**WORK ITEM:**
Nothing is to be altered. Print each record in full.

**TASK INPUT:**
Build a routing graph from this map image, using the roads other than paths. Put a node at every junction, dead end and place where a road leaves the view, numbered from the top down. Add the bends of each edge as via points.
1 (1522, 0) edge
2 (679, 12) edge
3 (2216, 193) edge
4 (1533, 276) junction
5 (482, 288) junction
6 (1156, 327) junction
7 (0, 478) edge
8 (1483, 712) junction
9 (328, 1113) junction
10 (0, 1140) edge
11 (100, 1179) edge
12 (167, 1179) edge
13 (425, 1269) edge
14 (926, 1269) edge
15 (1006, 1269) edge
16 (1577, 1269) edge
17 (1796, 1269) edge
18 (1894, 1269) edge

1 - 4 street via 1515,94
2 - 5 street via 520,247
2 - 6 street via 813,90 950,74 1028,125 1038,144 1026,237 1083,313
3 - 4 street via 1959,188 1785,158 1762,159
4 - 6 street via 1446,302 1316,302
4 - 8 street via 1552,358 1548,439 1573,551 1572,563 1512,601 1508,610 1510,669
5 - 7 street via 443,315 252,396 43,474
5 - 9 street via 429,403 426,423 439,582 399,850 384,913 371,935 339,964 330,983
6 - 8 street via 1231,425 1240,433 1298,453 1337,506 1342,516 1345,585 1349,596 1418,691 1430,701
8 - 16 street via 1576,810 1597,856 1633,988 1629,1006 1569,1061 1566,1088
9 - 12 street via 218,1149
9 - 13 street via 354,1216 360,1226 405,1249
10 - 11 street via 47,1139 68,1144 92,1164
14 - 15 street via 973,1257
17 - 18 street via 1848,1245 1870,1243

**ANSWER BELOW:**
Build a routing graph from this map image, using the roads other than paths. Put a node at every junction, dead end and place where a road leaves the view, numbered from the top down. Add the bends of each edge as via points.
1 (1522, 0) edge
2 (679, 12) edge
3 (2216, 193) edge
4 (1533, 276) junction
5 (482, 288) junction
6 (1156, 327) junction
7 (0, 478) edge
8 (1483, 712) junction
9 (328, 1113) junction
10 (0, 1140) edge
11 (100, 1179) edge
12 (167, 1179) edge
13 (425, 1269) edge
14 (926, 1269) edge
15 (1006, 1269) edge
16 (1577, 1269) edge
17 (1796, 1269) edge
18 (1894, 1269) edge

1 - 4 street via 1515,94
2 - 5 street via 520,247
2 - 6 street via 813,90 950,74 1028,125 1038,144 1026,237 1083,313
3 - 4 street via 1959,188 1785,158 1762,159
4 - 6 street via 1446,302 1316,302
4 - 8 street via 1552,358 1548,439 1573,551 1572,563 1512,601 1508,610 1510,669
5 - 7 street via 443,315 252,396 43,474
5 - 9 street via 429,403 426,423 439,582 399,850 384,913 371,935 339,964 330,983
6 - 8 street via 1231,425 1240,433 1298,453 1337,506 1342,516 1345,585 1349,596 1418,691 1430,701
8 - 16 street via 1576,810 1597,856 1633,988 1629,1006 1569,1061 1566,1088
9 - 12 street via 218,1149
9 - 13 street via 354,1216 360,1226 405,1249
10 - 11 street via 47,1139 68,1144 92,1164
14 - 15 street via 973,1257
17 - 18 street via 1848,1245 1870,1243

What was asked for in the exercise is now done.